Saved data entries:
____________
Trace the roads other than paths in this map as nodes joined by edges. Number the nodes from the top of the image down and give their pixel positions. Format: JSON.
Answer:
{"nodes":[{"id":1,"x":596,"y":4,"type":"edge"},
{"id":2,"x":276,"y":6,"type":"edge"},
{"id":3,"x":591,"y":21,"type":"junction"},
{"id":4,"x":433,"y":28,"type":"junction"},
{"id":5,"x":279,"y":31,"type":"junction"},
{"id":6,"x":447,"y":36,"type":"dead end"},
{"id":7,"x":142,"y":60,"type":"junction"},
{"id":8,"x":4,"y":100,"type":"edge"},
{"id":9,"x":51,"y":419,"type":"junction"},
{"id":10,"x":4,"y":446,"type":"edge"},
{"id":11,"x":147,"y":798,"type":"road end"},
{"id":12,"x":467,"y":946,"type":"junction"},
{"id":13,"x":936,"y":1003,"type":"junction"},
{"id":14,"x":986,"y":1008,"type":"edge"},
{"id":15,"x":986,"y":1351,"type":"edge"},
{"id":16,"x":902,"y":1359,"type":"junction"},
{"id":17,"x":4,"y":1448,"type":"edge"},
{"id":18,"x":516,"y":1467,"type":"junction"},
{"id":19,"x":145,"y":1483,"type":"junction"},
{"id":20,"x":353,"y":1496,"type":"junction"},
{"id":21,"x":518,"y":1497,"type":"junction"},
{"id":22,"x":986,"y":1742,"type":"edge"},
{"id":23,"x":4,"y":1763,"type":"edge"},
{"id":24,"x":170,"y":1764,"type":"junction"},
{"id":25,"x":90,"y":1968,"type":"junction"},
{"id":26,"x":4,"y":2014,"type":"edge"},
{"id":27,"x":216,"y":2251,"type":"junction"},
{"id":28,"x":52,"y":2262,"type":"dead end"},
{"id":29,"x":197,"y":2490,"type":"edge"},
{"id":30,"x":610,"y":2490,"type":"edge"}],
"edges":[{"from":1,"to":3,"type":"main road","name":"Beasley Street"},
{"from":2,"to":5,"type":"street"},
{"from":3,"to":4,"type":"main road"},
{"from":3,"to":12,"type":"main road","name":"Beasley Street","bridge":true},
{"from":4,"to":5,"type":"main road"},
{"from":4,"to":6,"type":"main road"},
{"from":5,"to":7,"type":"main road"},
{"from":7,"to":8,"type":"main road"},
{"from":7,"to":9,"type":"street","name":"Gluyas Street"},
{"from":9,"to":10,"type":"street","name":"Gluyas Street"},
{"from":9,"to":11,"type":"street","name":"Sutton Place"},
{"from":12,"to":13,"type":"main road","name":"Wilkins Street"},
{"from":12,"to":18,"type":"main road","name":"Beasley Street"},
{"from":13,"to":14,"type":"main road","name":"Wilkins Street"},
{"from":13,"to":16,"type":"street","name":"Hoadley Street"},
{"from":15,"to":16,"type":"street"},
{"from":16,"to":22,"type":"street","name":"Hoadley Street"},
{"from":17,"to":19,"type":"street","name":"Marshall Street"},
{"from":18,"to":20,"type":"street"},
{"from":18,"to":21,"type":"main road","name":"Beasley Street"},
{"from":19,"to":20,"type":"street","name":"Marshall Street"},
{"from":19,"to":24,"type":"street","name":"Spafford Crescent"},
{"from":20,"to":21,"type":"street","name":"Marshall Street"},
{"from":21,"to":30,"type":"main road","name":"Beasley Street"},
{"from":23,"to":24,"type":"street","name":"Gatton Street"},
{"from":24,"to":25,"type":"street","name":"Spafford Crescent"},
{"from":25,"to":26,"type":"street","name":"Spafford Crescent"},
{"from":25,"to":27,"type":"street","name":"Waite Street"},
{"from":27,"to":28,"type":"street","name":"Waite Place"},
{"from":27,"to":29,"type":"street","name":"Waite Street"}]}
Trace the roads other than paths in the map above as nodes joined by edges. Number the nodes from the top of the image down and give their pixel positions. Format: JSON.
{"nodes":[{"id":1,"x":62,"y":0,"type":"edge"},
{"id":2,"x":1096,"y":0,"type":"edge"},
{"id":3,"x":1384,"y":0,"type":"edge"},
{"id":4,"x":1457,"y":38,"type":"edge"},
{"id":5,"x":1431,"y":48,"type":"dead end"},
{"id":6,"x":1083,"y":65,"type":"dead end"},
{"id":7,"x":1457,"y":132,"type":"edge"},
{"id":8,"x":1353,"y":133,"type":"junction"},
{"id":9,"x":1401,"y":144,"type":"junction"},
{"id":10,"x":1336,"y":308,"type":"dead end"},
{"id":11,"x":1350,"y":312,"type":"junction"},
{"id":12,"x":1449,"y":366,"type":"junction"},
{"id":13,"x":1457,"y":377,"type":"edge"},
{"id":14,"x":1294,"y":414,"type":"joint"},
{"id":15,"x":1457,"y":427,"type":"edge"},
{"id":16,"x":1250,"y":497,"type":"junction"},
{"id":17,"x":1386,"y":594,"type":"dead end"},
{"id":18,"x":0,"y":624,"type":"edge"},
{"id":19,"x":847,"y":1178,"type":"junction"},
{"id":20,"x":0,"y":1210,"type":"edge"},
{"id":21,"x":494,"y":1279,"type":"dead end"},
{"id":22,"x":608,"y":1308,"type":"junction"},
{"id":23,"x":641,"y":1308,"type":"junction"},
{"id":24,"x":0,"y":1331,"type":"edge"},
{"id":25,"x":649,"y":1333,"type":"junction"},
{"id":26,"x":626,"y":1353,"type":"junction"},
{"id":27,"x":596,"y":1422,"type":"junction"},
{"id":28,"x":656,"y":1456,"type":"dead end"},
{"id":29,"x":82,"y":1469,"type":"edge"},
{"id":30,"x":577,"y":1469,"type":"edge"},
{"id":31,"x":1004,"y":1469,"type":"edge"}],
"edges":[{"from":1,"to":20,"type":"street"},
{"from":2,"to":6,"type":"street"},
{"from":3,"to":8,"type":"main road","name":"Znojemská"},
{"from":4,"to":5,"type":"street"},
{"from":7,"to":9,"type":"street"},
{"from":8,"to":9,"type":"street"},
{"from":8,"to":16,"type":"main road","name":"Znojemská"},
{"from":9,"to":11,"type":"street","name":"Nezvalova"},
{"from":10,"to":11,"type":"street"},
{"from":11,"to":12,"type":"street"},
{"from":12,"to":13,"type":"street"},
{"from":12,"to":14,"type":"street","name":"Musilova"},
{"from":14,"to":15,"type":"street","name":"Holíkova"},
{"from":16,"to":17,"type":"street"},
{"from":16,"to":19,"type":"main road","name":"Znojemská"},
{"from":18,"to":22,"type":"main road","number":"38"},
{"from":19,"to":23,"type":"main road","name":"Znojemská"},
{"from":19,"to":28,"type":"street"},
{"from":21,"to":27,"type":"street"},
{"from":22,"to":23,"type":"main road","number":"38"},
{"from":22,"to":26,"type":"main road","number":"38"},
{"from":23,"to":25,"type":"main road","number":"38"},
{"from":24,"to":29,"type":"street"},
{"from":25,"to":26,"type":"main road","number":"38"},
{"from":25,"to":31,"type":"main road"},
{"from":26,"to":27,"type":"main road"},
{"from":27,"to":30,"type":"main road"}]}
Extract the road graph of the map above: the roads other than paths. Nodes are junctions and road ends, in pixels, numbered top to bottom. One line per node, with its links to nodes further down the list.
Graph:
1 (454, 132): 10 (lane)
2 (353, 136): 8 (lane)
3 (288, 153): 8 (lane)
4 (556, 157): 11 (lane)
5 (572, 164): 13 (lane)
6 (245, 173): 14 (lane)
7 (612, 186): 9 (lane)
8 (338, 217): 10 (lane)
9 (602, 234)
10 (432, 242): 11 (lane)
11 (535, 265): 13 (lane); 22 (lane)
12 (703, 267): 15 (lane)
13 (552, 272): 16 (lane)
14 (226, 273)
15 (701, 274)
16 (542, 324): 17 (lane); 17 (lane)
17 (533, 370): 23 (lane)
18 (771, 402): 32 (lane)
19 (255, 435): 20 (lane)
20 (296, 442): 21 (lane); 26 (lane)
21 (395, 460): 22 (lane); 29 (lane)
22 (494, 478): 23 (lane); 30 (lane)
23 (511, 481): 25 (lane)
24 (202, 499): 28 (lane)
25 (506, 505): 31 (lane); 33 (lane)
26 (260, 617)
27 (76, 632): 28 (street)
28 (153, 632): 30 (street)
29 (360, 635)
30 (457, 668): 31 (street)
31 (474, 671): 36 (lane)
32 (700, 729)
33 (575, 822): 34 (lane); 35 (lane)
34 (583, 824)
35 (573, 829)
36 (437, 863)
____________
### Task brief
Each line of the data that holds "Crescent" should be reported.

### Solution
{"from":19,"to":24,"type":"street","name":"Spafford Crescent"},
{"from":24,"to":25,"type":"street","name":"Spafford Crescent"},
{"from":25,"to":26,"type":"street","name":"Spafford Crescent"},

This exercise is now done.